What this task involves ::
Restate word for word every entry that appears below, skipping its pictures.

[Collected data entries]
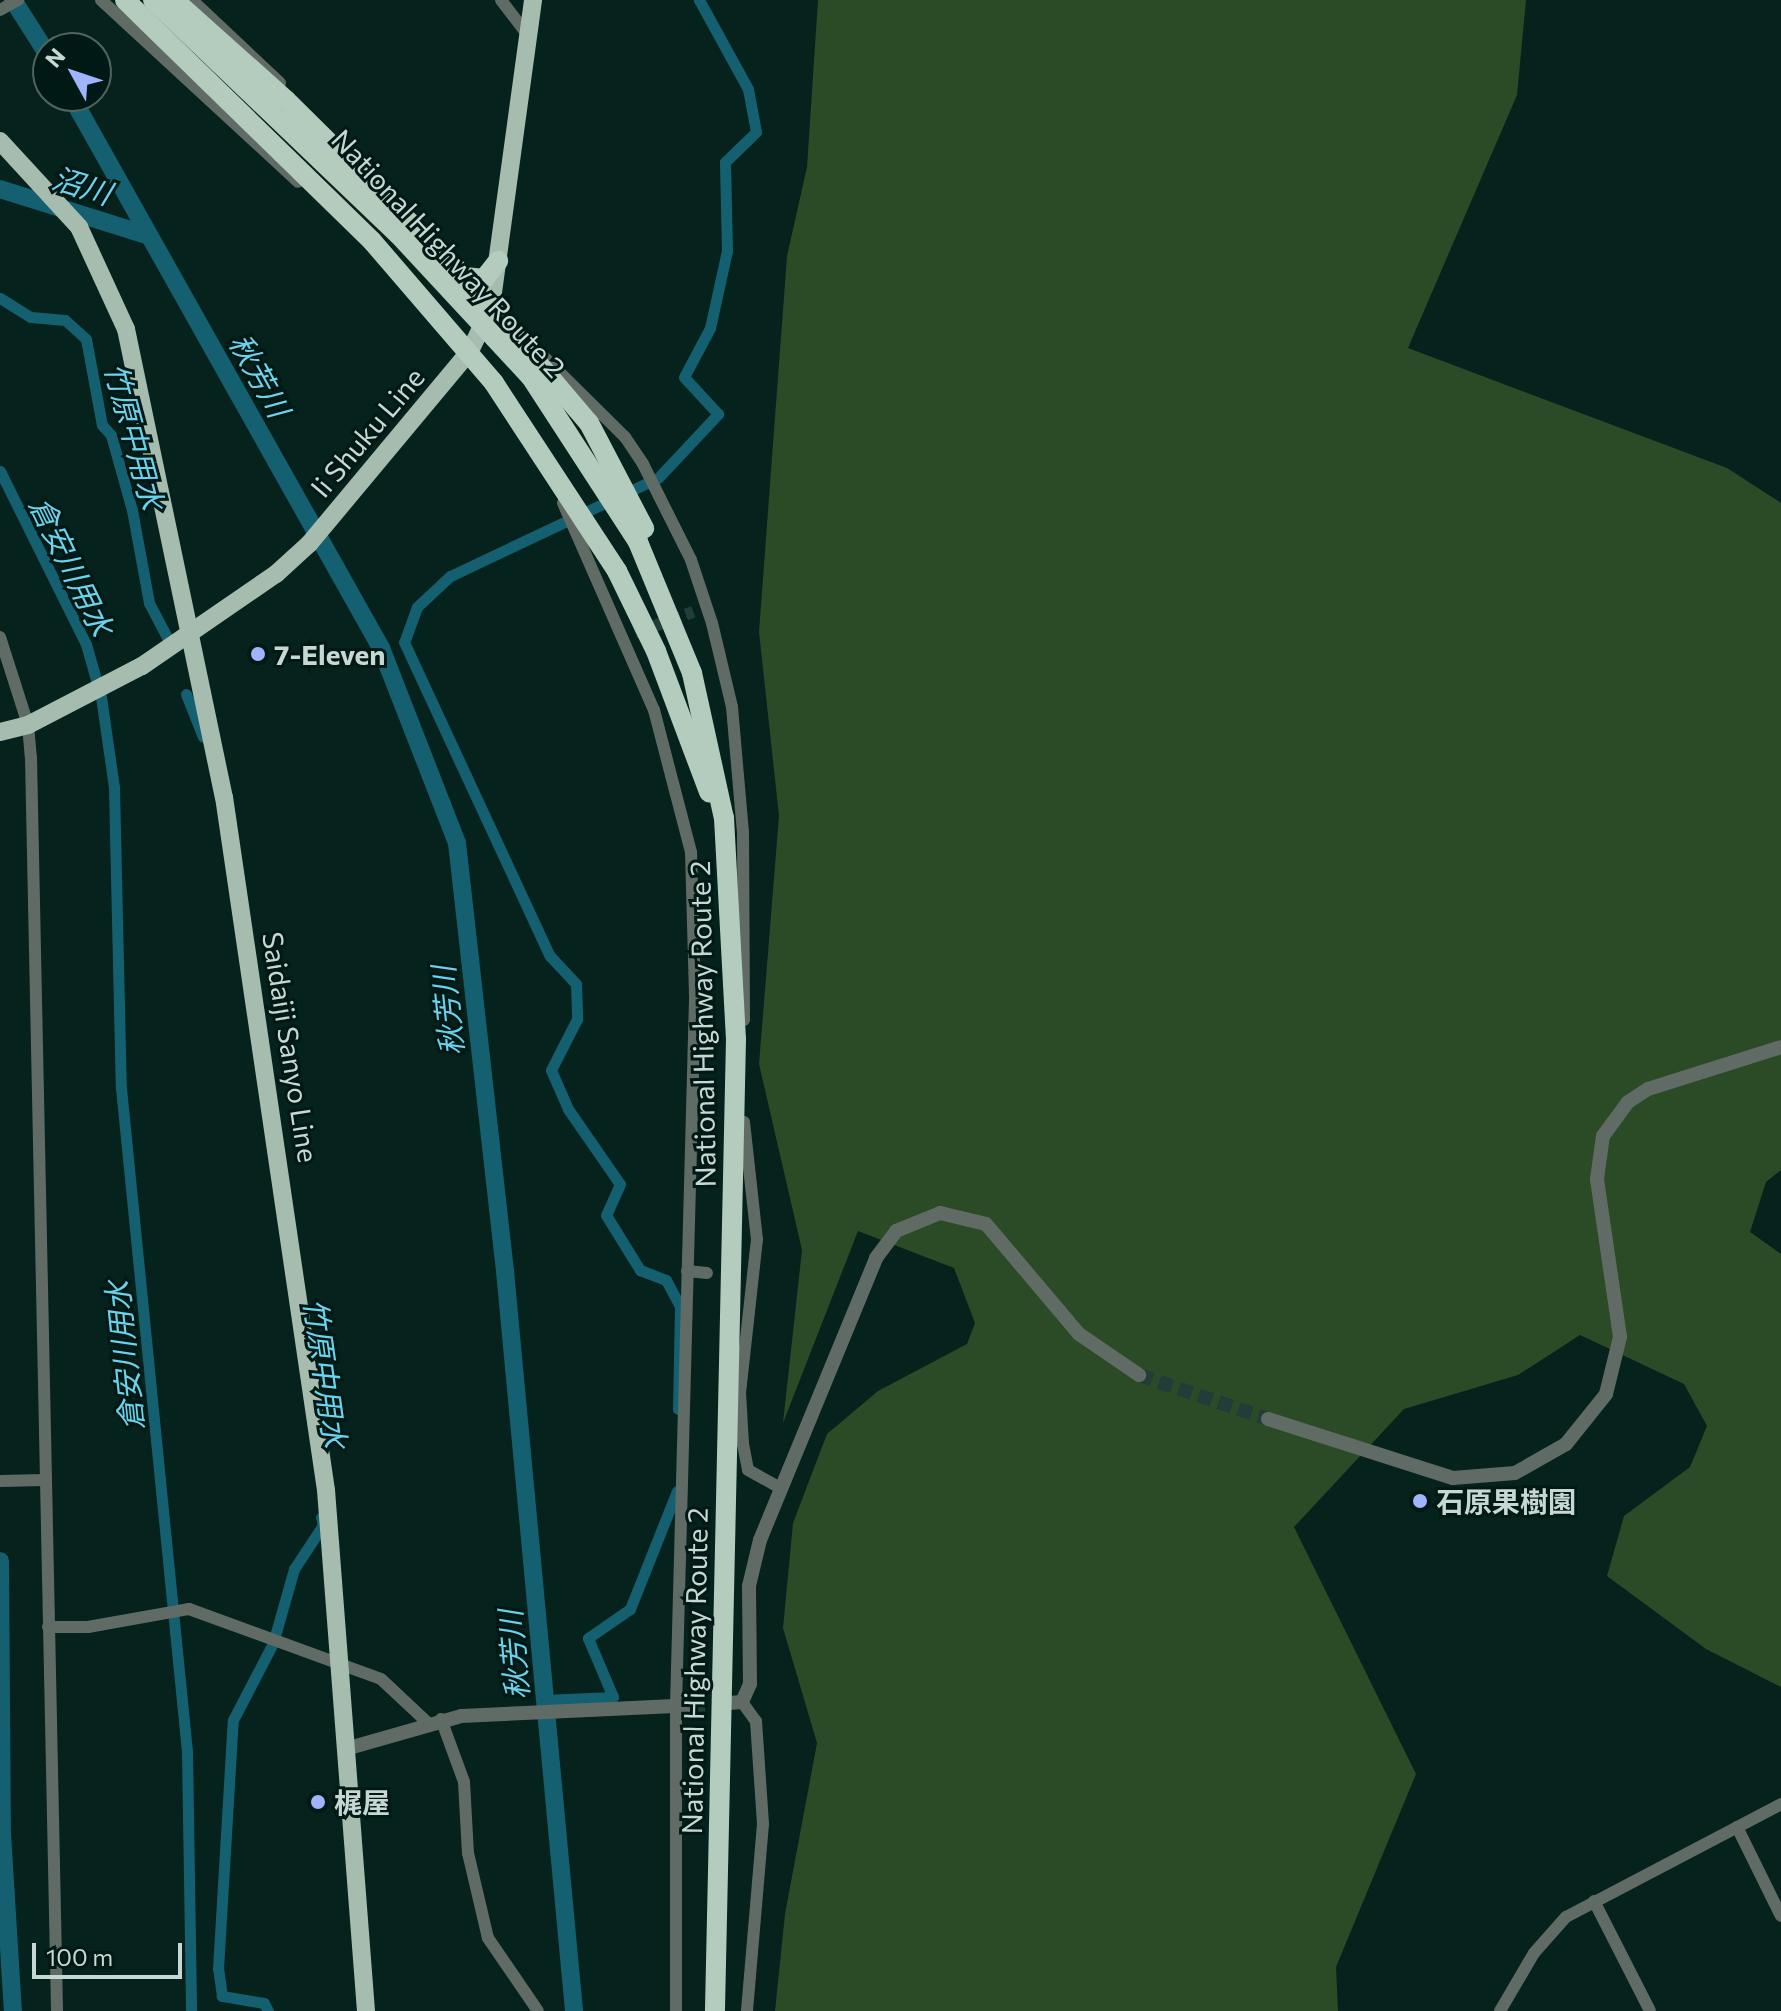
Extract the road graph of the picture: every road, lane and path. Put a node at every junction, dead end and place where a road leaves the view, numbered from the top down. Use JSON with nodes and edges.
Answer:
{"nodes":[{"id":1,"x":18,"y":0,"type":"edge"},
{"id":2,"x":101,"y":0,"type":"edge"},
{"id":3,"x":125,"y":0,"type":"edge"},
{"id":4,"x":153,"y":0,"type":"edge"},
{"id":5,"x":163,"y":0,"type":"edge"},
{"id":6,"x":174,"y":0,"type":"edge"},
{"id":7,"x":192,"y":0,"type":"edge"},
{"id":8,"x":501,"y":0,"type":"edge"},
{"id":9,"x":533,"y":0,"type":"edge"},
{"id":10,"x":3,"y":9,"type":"edge"},
{"id":11,"x":134,"y":30,"type":"junction"},
{"id":12,"x":530,"y":38,"type":"junction"},
{"id":13,"x":260,"y":62,"type":"junction"},
{"id":14,"x":218,"y":106,"type":"junction"},
{"id":15,"x":0,"y":141,"type":"edge"},
{"id":16,"x":359,"y":175,"type":"junction"},
{"id":17,"x":399,"y":214,"type":"junction"},
{"id":18,"x":372,"y":241,"type":"junction"},
{"id":19,"x":498,"y":261,"type":"junction"},
{"id":20,"x":465,"y":277,"type":"junction"},
{"id":21,"x":497,"y":316,"type":"junction"},
{"id":22,"x":470,"y":351,"type":"junction"},
{"id":23,"x":612,"y":479,"type":"junction"},
{"id":24,"x":583,"y":530,"type":"junction"},
{"id":25,"x":707,"y":607,"type":"junction"},
{"id":26,"x":693,"y":612,"type":"tunnel mouth"},
{"id":27,"x":0,"y":637,"type":"edge"},
{"id":28,"x":187,"y":637,"type":"junction"},
{"id":29,"x":24,"y":726,"type":"junction"},
{"id":30,"x":0,"y":732,"type":"edge"},
{"id":31,"x":731,"y":877,"type":"junction"},
{"id":32,"x":1781,"y":1047,"type":"edge"},
{"id":33,"x":687,"y":1271,"type":"junction"},
{"id":34,"x":707,"y":1273,"type":"dead end"},
{"id":35,"x":756,"y":1274,"type":"junction"},
{"id":36,"x":739,"y":1275,"type":"dead end"},
{"id":37,"x":1139,"y":1375,"type":"tunnel mouth"},
{"id":38,"x":1268,"y":1419,"type":"tunnel mouth"},
{"id":39,"x":44,"y":1480,"type":"junction"},
{"id":40,"x":0,"y":1481,"type":"edge"},
{"id":41,"x":781,"y":1488,"type":"junction"},
{"id":42,"x":48,"y":1627,"type":"junction"},
{"id":43,"x":342,"y":1662,"type":"junction"},
{"id":44,"x":735,"y":1703,"type":"joint"},
{"id":45,"x":684,"y":1705,"type":"junction"},
{"id":46,"x":434,"y":1720,"type":"junction"},
{"id":47,"x":349,"y":1748,"type":"junction"},
{"id":48,"x":1781,"y":1804,"type":"edge"},
{"id":49,"x":1737,"y":1827,"type":"junction"},
{"id":50,"x":1594,"y":1901,"type":"junction"},
{"id":51,"x":1781,"y":1916,"type":"edge"},
{"id":52,"x":57,"y":2011,"type":"edge"},
{"id":53,"x":366,"y":2011,"type":"edge"},
{"id":54,"x":538,"y":2011,"type":"edge"},
{"id":55,"x":676,"y":2011,"type":"edge"},
{"id":56,"x":715,"y":2011,"type":"edge"},
{"id":57,"x":747,"y":2011,"type":"edge"},
{"id":58,"x":1500,"y":2011,"type":"edge"},
{"id":59,"x":1650,"y":2011,"type":"edge"}],
"edges":[{"from":1,"to":10,"type":"street"},
{"from":2,"to":11,"type":"street"},
{"from":3,"to":18,"type":"highway"},
{"from":4,"to":23,"type":"highway","name":"National Highway Route 2"},
{"from":5,"to":11,"type":"street"},
{"from":6,"to":16,"type":"highway"},
{"from":7,"to":13,"type":"street"},
{"from":8,"to":12,"type":"street"},
{"from":9,"to":12,"type":"main road","name":"Ii Shuku Line"},
{"from":11,"to":14,"type":"street"},
{"from":12,"to":19,"type":"main road","name":"Ii Shuku Line"},
{"from":13,"to":14,"type":"street"},
{"from":13,"to":16,"type":"street"},
{"from":14,"to":18,"type":"street"},
{"from":15,"to":28,"type":"main road","name":"Saidaiji Sanyo Line"},
{"from":16,"to":17,"type":"highway"},
{"from":17,"to":18,"type":"street"},
{"from":17,"to":20,"type":"highway"},
{"from":18,"to":22,"type":"highway"},
{"from":19,"to":20,"type":"highway"},
{"from":19,"to":21,"type":"main road","name":"Ii Shuku Line"},
{"from":20,"to":21,"type":"highway"},
{"from":21,"to":22,"type":"main road","name":"Ii Shuku Line"},
{"from":21,"to":23,"type":"highway"},
{"from":21,"to":25,"type":"street"},
{"from":22,"to":24,"type":"highway"},
{"from":22,"to":28,"type":"main road","name":"Ii Shuku Line"},
{"from":23,"to":31,"type":"highway","name":"National Highway Route 2"},
{"from":24,"to":31,"type":"highway"},
{"from":24,"to":33,"type":"street"},
{"from":25,"to":26,"type":"street"},
{"from":25,"to":35,"type":"street"},
{"from":27,"to":29,"type":"street"},
{"from":28,"to":29,"type":"main road","name":"Ii Shuku Line"},
{"from":28,"to":43,"type":"main road","name":"Saidaiji Sanyo Line"},
{"from":29,"to":30,"type":"main road","name":"Ii Shuku Line"},
{"from":29,"to":39,"type":"street"},
{"from":31,"to":56,"type":"highway","name":"National Highway Route 2"},
{"from":32,"to":38,"type":"street"},
{"from":33,"to":34,"type":"street"},
{"from":33,"to":45,"type":"street"},
{"from":35,"to":36,"type":"street"},
{"from":35,"to":41,"type":"street"},
{"from":37,"to":41,"type":"street"},
{"from":39,"to":40,"type":"street"},
{"from":39,"to":42,"type":"street"},
{"from":41,"to":44,"type":"street"},
{"from":42,"to":43,"type":"street"},
{"from":42,"to":52,"type":"street"},
{"from":43,"to":46,"type":"street"},
{"from":43,"to":47,"type":"main road","name":"Saidaiji Sanyo Line"},
{"from":44,"to":57,"type":"street"},
{"from":45,"to":46,"type":"street"},
{"from":45,"to":55,"type":"street"},
{"from":46,"to":47,"type":"street"},
{"from":46,"to":54,"type":"street"},
{"from":47,"to":53,"type":"main road","name":"Saidaiji Sanyo Line"},
{"from":48,"to":49,"type":"street"},
{"from":49,"to":50,"type":"street"},
{"from":49,"to":51,"type":"street"},
{"from":50,"to":58,"type":"street"},
{"from":50,"to":59,"type":"street"}]}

Task solution ::
Extract the road graph of the picture: every road, lane and path. Put a node at every junction, dead end and place where a road leaves the view, numbered from the top down. Use JSON with nodes and edges.
Answer:
{"nodes":[{"id":1,"x":18,"y":0,"type":"edge"},
{"id":2,"x":101,"y":0,"type":"edge"},
{"id":3,"x":125,"y":0,"type":"edge"},
{"id":4,"x":153,"y":0,"type":"edge"},
{"id":5,"x":163,"y":0,"type":"edge"},
{"id":6,"x":174,"y":0,"type":"edge"},
{"id":7,"x":192,"y":0,"type":"edge"},
{"id":8,"x":501,"y":0,"type":"edge"},
{"id":9,"x":533,"y":0,"type":"edge"},
{"id":10,"x":3,"y":9,"type":"edge"},
{"id":11,"x":134,"y":30,"type":"junction"},
{"id":12,"x":530,"y":38,"type":"junction"},
{"id":13,"x":260,"y":62,"type":"junction"},
{"id":14,"x":218,"y":106,"type":"junction"},
{"id":15,"x":0,"y":141,"type":"edge"},
{"id":16,"x":359,"y":175,"type":"junction"},
{"id":17,"x":399,"y":214,"type":"junction"},
{"id":18,"x":372,"y":241,"type":"junction"},
{"id":19,"x":498,"y":261,"type":"junction"},
{"id":20,"x":465,"y":277,"type":"junction"},
{"id":21,"x":497,"y":316,"type":"junction"},
{"id":22,"x":470,"y":351,"type":"junction"},
{"id":23,"x":612,"y":479,"type":"junction"},
{"id":24,"x":583,"y":530,"type":"junction"},
{"id":25,"x":707,"y":607,"type":"junction"},
{"id":26,"x":693,"y":612,"type":"tunnel mouth"},
{"id":27,"x":0,"y":637,"type":"edge"},
{"id":28,"x":187,"y":637,"type":"junction"},
{"id":29,"x":24,"y":726,"type":"junction"},
{"id":30,"x":0,"y":732,"type":"edge"},
{"id":31,"x":731,"y":877,"type":"junction"},
{"id":32,"x":1781,"y":1047,"type":"edge"},
{"id":33,"x":687,"y":1271,"type":"junction"},
{"id":34,"x":707,"y":1273,"type":"dead end"},
{"id":35,"x":756,"y":1274,"type":"junction"},
{"id":36,"x":739,"y":1275,"type":"dead end"},
{"id":37,"x":1139,"y":1375,"type":"tunnel mouth"},
{"id":38,"x":1268,"y":1419,"type":"tunnel mouth"},
{"id":39,"x":44,"y":1480,"type":"junction"},
{"id":40,"x":0,"y":1481,"type":"edge"},
{"id":41,"x":781,"y":1488,"type":"junction"},
{"id":42,"x":48,"y":1627,"type":"junction"},
{"id":43,"x":342,"y":1662,"type":"junction"},
{"id":44,"x":735,"y":1703,"type":"joint"},
{"id":45,"x":684,"y":1705,"type":"junction"},
{"id":46,"x":434,"y":1720,"type":"junction"},
{"id":47,"x":349,"y":1748,"type":"junction"},
{"id":48,"x":1781,"y":1804,"type":"edge"},
{"id":49,"x":1737,"y":1827,"type":"junction"},
{"id":50,"x":1594,"y":1901,"type":"junction"},
{"id":51,"x":1781,"y":1916,"type":"edge"},
{"id":52,"x":57,"y":2011,"type":"edge"},
{"id":53,"x":366,"y":2011,"type":"edge"},
{"id":54,"x":538,"y":2011,"type":"edge"},
{"id":55,"x":676,"y":2011,"type":"edge"},
{"id":56,"x":715,"y":2011,"type":"edge"},
{"id":57,"x":747,"y":2011,"type":"edge"},
{"id":58,"x":1500,"y":2011,"type":"edge"},
{"id":59,"x":1650,"y":2011,"type":"edge"}],
"edges":[{"from":1,"to":10,"type":"street"},
{"from":2,"to":11,"type":"street"},
{"from":3,"to":18,"type":"highway"},
{"from":4,"to":23,"type":"highway","name":"National Highway Route 2"},
{"from":5,"to":11,"type":"street"},
{"from":6,"to":16,"type":"highway"},
{"from":7,"to":13,"type":"street"},
{"from":8,"to":12,"type":"street"},
{"from":9,"to":12,"type":"main road","name":"Ii Shuku Line"},
{"from":11,"to":14,"type":"street"},
{"from":12,"to":19,"type":"main road","name":"Ii Shuku Line"},
{"from":13,"to":14,"type":"street"},
{"from":13,"to":16,"type":"street"},
{"from":14,"to":18,"type":"street"},
{"from":15,"to":28,"type":"main road","name":"Saidaiji Sanyo Line"},
{"from":16,"to":17,"type":"highway"},
{"from":17,"to":18,"type":"street"},
{"from":17,"to":20,"type":"highway"},
{"from":18,"to":22,"type":"highway"},
{"from":19,"to":20,"type":"highway"},
{"from":19,"to":21,"type":"main road","name":"Ii Shuku Line"},
{"from":20,"to":21,"type":"highway"},
{"from":21,"to":22,"type":"main road","name":"Ii Shuku Line"},
{"from":21,"to":23,"type":"highway"},
{"from":21,"to":25,"type":"street"},
{"from":22,"to":24,"type":"highway"},
{"from":22,"to":28,"type":"main road","name":"Ii Shuku Line"},
{"from":23,"to":31,"type":"highway","name":"National Highway Route 2"},
{"from":24,"to":31,"type":"highway"},
{"from":24,"to":33,"type":"street"},
{"from":25,"to":26,"type":"street"},
{"from":25,"to":35,"type":"street"},
{"from":27,"to":29,"type":"street"},
{"from":28,"to":29,"type":"main road","name":"Ii Shuku Line"},
{"from":28,"to":43,"type":"main road","name":"Saidaiji Sanyo Line"},
{"from":29,"to":30,"type":"main road","name":"Ii Shuku Line"},
{"from":29,"to":39,"type":"street"},
{"from":31,"to":56,"type":"highway","name":"National Highway Route 2"},
{"from":32,"to":38,"type":"street"},
{"from":33,"to":34,"type":"street"},
{"from":33,"to":45,"type":"street"},
{"from":35,"to":36,"type":"street"},
{"from":35,"to":41,"type":"street"},
{"from":37,"to":41,"type":"street"},
{"from":39,"to":40,"type":"street"},
{"from":39,"to":42,"type":"street"},
{"from":41,"to":44,"type":"street"},
{"from":42,"to":43,"type":"street"},
{"from":42,"to":52,"type":"street"},
{"from":43,"to":46,"type":"street"},
{"from":43,"to":47,"type":"main road","name":"Saidaiji Sanyo Line"},
{"from":44,"to":57,"type":"street"},
{"from":45,"to":46,"type":"street"},
{"from":45,"to":55,"type":"street"},
{"from":46,"to":47,"type":"street"},
{"from":46,"to":54,"type":"street"},
{"from":47,"to":53,"type":"main road","name":"Saidaiji Sanyo Line"},
{"from":48,"to":49,"type":"street"},
{"from":49,"to":50,"type":"street"},
{"from":49,"to":51,"type":"street"},
{"from":50,"to":58,"type":"street"},
{"from":50,"to":59,"type":"street"}]}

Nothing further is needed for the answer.